Victoria Lafora – Son un problema.


MADRID, 23 (OTR/PRESS)

Sin ningún afán de fastidiar las Navidades a nadie, hay que comentar, no queda más remedio, el sorprendente dato de la encuesta del CIS: los españoles consideran que los políticos son el tercer problema que más les preocupa detrás del paro y las dificultades económicas. O sea, que esos representantes, a los que han elegido en las urnas, unos para que gobiernen, otros para que legislen en el Congreso o ejercen sus labores de leal oposición, algunos para dirigir Comunidades Autónomas y, los más, al frente de Ayuntamientos; todos, cada uno en su ámbito, por su ineficacia, son un problema para los ciudadanos.

La respuesta de los encuestados por el Centro de Investigaciones Sociológicas es tan grave que debería llevar a una verdadera convulsión en la clase política, si todavía tuviera capacidad de reacción. Pero la convivencia con la corrupción, que azota por igual a todos los partido políticos y las estratagemas para ocultar las culpas propias y magnificar las ajenas, ha generado una concha de tolerancia a los dirigentes de los partidos y una capacidad para mirar para otro lado realmente asombrosa.

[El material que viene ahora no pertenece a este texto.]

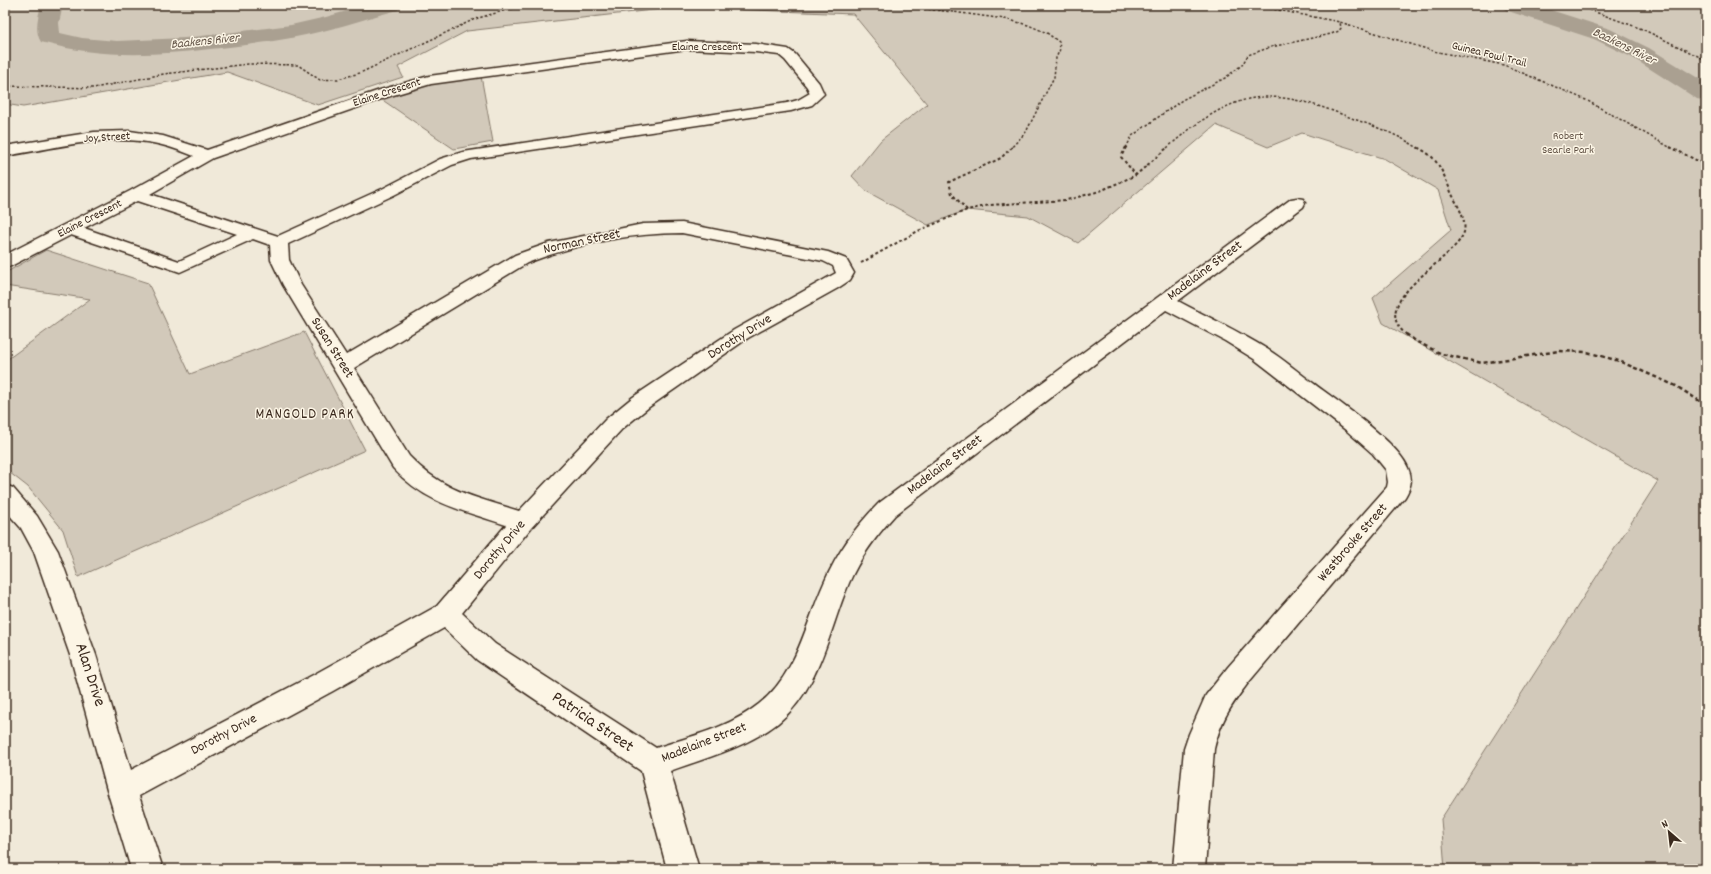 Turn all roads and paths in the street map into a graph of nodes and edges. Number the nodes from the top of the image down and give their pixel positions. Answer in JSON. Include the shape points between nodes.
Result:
{"nodes":[{"id":1,"x":537,"y":5,"type":"edge"},
{"id":2,"x":888,"y":5,"type":"edge"},
{"id":3,"x":1252,"y":5,"type":"edge"},
{"id":4,"x":1576,"y":5,"type":"edge"},
{"id":5,"x":1340,"y":22,"type":"junction"},
{"id":6,"x":1706,"y":60,"type":"edge"},
{"id":7,"x":5,"y":86,"type":"edge"},
{"id":8,"x":5,"y":151,"type":"edge"},
{"id":9,"x":207,"y":155,"type":"junction"},
{"id":10,"x":1706,"y":165,"type":"edge"},
{"id":11,"x":1136,"y":176,"type":"junction"},
{"id":12,"x":136,"y":195,"type":"junction"},
{"id":13,"x":1297,"y":203,"type":"dead end"},
{"id":14,"x":967,"y":210,"type":"junction"},
{"id":15,"x":70,"y":229,"type":"junction"},
{"id":16,"x":252,"y":233,"type":"junction"},
{"id":17,"x":279,"y":242,"type":"junction"},
{"id":18,"x":5,"y":262,"type":"edge"},
{"id":19,"x":845,"y":270,"type":"junction"},
{"id":20,"x":1164,"y":302,"type":"junction"},
{"id":21,"x":343,"y":366,"type":"junction"},
{"id":22,"x":1706,"y":405,"type":"edge"},
{"id":23,"x":5,"y":494,"type":"edge"},
{"id":24,"x":523,"y":522,"type":"junction"},
{"id":25,"x":446,"y":614,"type":"junction"},
{"id":26,"x":653,"y":763,"type":"junction"},
{"id":27,"x":122,"y":790,"type":"junction"},
{"id":28,"x":148,"y":869,"type":"edge"},
{"id":29,"x":683,"y":869,"type":"edge"},
{"id":30,"x":1189,"y":869,"type":"edge"}],
"edges":[{"from":1,"to":7,"type":"path","via":[[510,9],[475,19],[360,73],[338,79],[320,80],[298,65],[248,64],[164,74],[94,88]]},
{"from":2,"to":14,"type":"path","via":[[993,16],[1041,30],[1059,42],[1054,77],[1026,132],[1000,158],[949,182],[952,194]]},
{"from":3,"to":5,"type":"path","name":"Guinea Fowl Trail"},
{"from":4,"to":6,"type":"path","via":[[1669,41]]},
{"from":5,"to":10,"type":"path","name":"Guinea Fowl Trail","via":[[1375,31],[1418,47],[1504,65],[1530,75],[1620,118]]},
{"from":5,"to":11,"type":"path","via":[[1339,31],[1331,34],[1271,47],[1248,55],[1242,65],[1225,78],[1182,100],[1132,136],[1121,157]]},
{"from":8,"to":9,"type":"street","name":"Joy Street","via":[[104,137],[134,136],[162,140]]},
{"from":9,"to":12,"type":"street","name":"Elaine Crescent"},
{"from":9,"to":17,"type":"street","name":"Elaine Crescent","via":[[429,80],[686,45],[756,48],[783,52],[790,56],[814,86],[817,94],[803,104],[787,107],[456,158]]},
{"from":11,"to":14,"type":"path","via":[[1100,191],[1066,200],[990,205]]},
{"from":11,"to":22,"type":"path","via":[[1186,131],[1209,116],[1242,101],[1262,97],[1284,98],[1319,106],[1395,135],[1432,157],[1445,178],[1463,218],[1464,231],[1458,243],[1405,294],[1398,306],[1396,319],[1400,329],[1417,342],[1442,354],[1482,363],[1559,351],[1587,352],[1619,361],[1676,386]]},
{"from":12,"to":15,"type":"street","name":"Elaine Crescent"},
{"from":12,"to":16,"type":"street"},
{"from":13,"to":20,"type":"street","name":"Madelaine Street"},
{"from":14,"to":19,"type":"path","via":[[918,231]]},
{"from":15,"to":16,"type":"street","via":[[180,267]]},
{"from":15,"to":18,"type":"street","name":"Elaine Crescent"},
{"from":16,"to":17,"type":"street"},
{"from":17,"to":21,"type":"street","name":"Susan Street","via":[[280,260],[292,285]]},
{"from":19,"to":21,"type":"street","name":"Norman Street","via":[[840,263],[828,257],[682,228],[643,229],[600,237],[549,248],[521,259]]},
{"from":19,"to":24,"type":"street","name":"Dorothy Drive","via":[[843,276],[831,284],[742,334],[641,402],[614,424]]},
{"from":20,"to":26,"type":"street","name":"Madelaine Street","via":[[887,509],[875,521],[861,538],[837,582],[804,666],[793,687],[780,703],[759,721],[730,735]]},
{"from":20,"to":30,"type":"street","name":"Westbrooke Street","via":[[1261,354],[1381,448],[1397,468],[1400,482],[1397,491],[1238,675],[1216,704],[1199,749]]},
{"from":21,"to":24,"type":"street","name":"Susan Street","via":[[401,462],[412,474],[444,495]]},
{"from":23,"to":27,"type":"street","name":"Alan Drive","via":[[29,522],[46,551],[83,655]]},
{"from":24,"to":25,"type":"street","name":"Dorothy Drive"},
{"from":25,"to":26,"type":"street","name":"Patricia Street","via":[[486,652]]},
{"from":25,"to":27,"type":"street","name":"Dorothy Drive"},
{"from":26,"to":29,"type":"street"},
{"from":27,"to":28,"type":"street","name":"Alan Drive"}]} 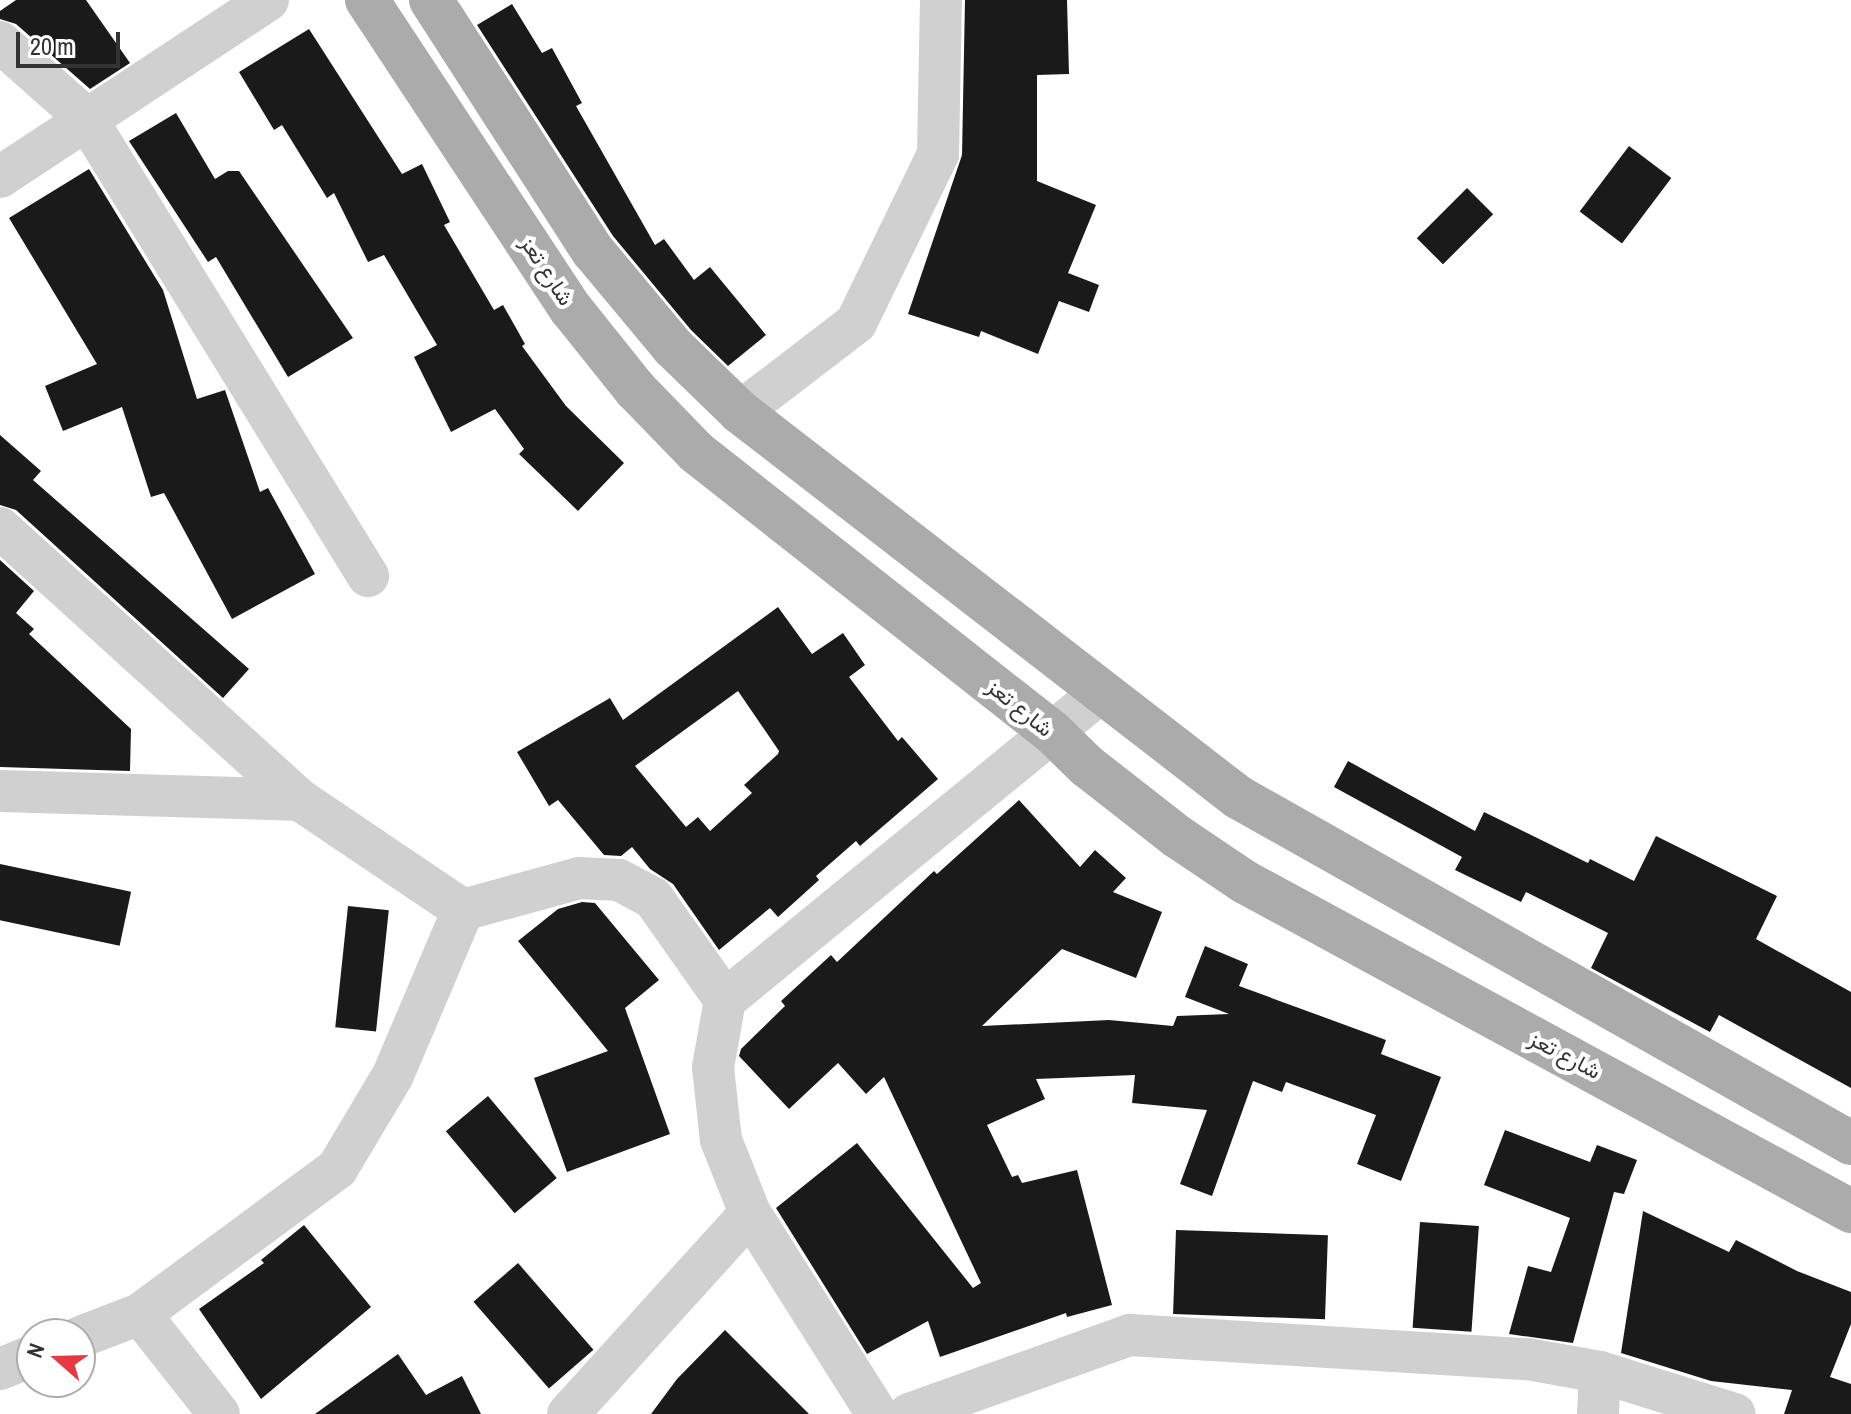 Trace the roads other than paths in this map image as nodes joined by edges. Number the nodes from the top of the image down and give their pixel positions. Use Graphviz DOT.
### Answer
graph roads {
  1 [pos="268,0"];
  2 [pos="367,0"];
  3 [pos="431,0"];
  4 [pos="941,0"];
  5 [pos="0,42"];
  6 [pos="86,118"];
  7 [pos="0,177"];
  8 [pos="740,412"];
  9 [pos="0,528"];
  10 [pos="368,576"];
  11 [pos="1100,693"];
  12 [pos="1052,732"];
  13 [pos="0,791"];
  14 [pos="300,800"];
  15 [pos="463,910"];
  16 [pos="725,1000"];
  17 [pos="1851,1143"];
  18 [pos="1851,1211"];
  19 [pos="750,1213"];
  20 [pos="140,1314"];
  21 [pos="96,1331"];
  22 [pos="1600,1372"];
  23 [pos="219,1414"];
  24 [pos="568,1414"];
  25 [pos="877,1414"];
  26 [pos="909,1414"];
  27 [pos="1598,1414"];
  28 [pos="1735,1414"];
  1 -- 6 [label="street"];
  2 -- 12 [label="main road, شارع تعز"];
  3 -- 8 [label="main road"];
  4 -- 8 [label="street"];
  5 -- 6 [label="street"];
  6 -- 7 [label="street"];
  6 -- 10 [label="street"];
  8 -- 11 [label="main road"];
  9 -- 14 [label="street"];
  11 -- 12 [label="street"];
  11 -- 17 [label="main road"];
  12 -- 16 [label="street"];
  12 -- 18 [label="main road, شارع تعز"];
  13 -- 14 [label="street"];
  14 -- 15 [label="street"];
  15 -- 16 [label="street"];
  15 -- 20 [label="street"];
  16 -- 19 [label="street"];
  19 -- 24 [label="street"];
  19 -- 25 [label="street"];
  20 -- 21 [label="street"];
  20 -- 23 [label="street"];
  22 -- 26 [label="street"];
  22 -- 27 [label="street"];
  22 -- 28 [label="street"];
}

Tampoco los votantes somos especialmente exigentes a la hora de depurar responsabilidades con quien mete la mano en la bolsa de todos. El caso más reciente y llamativo es el del ex alcalde de Santa Coloma de Gramanet, miembro del PSC, detenido por la «Operación Pretoria» y al que empresarios y vecinos le van a pagar mediante una colecta la fianza de 500.000euros para que pueda pasar la Navidad en casa. Seguramente si se volviera a presentar, por las mismas razones que le prestan el dinero, le votarían. Debió repartir beneficios…

Pero no ha sido la corrupción, que es lo más grave, lo que ha llevado a la ciudadanía a creer que la clase política, la peor que ha tenido este país desde la ensalzada «Transición», es un problema para España. Ha sido su incapacidad para solucionar la crisis económica y lograr acuerdos frente al paro, lo que les ha llevado, en la consideración de la ciudadanía, a pasar de ser una posible solución, a convertirse en parte del problema.

La preocupación por temas como la vivienda, la inseguridad, el terrosismo o la inmigración, se han relegado a un segundo plano, toda vez que los encuestados han perdido la confianza en que la clase política, sea del partido que sea, vaya a resolver una situación económica a la que no se ve salida. Su escepticismo es tal que ni siquiera creen que la presidencia española de la UE vaya a servir para mejorar en algo la situación. Y no es por fastidiar a los políticos estas entrañables fiestas, pero es lo que piensa la mayoría.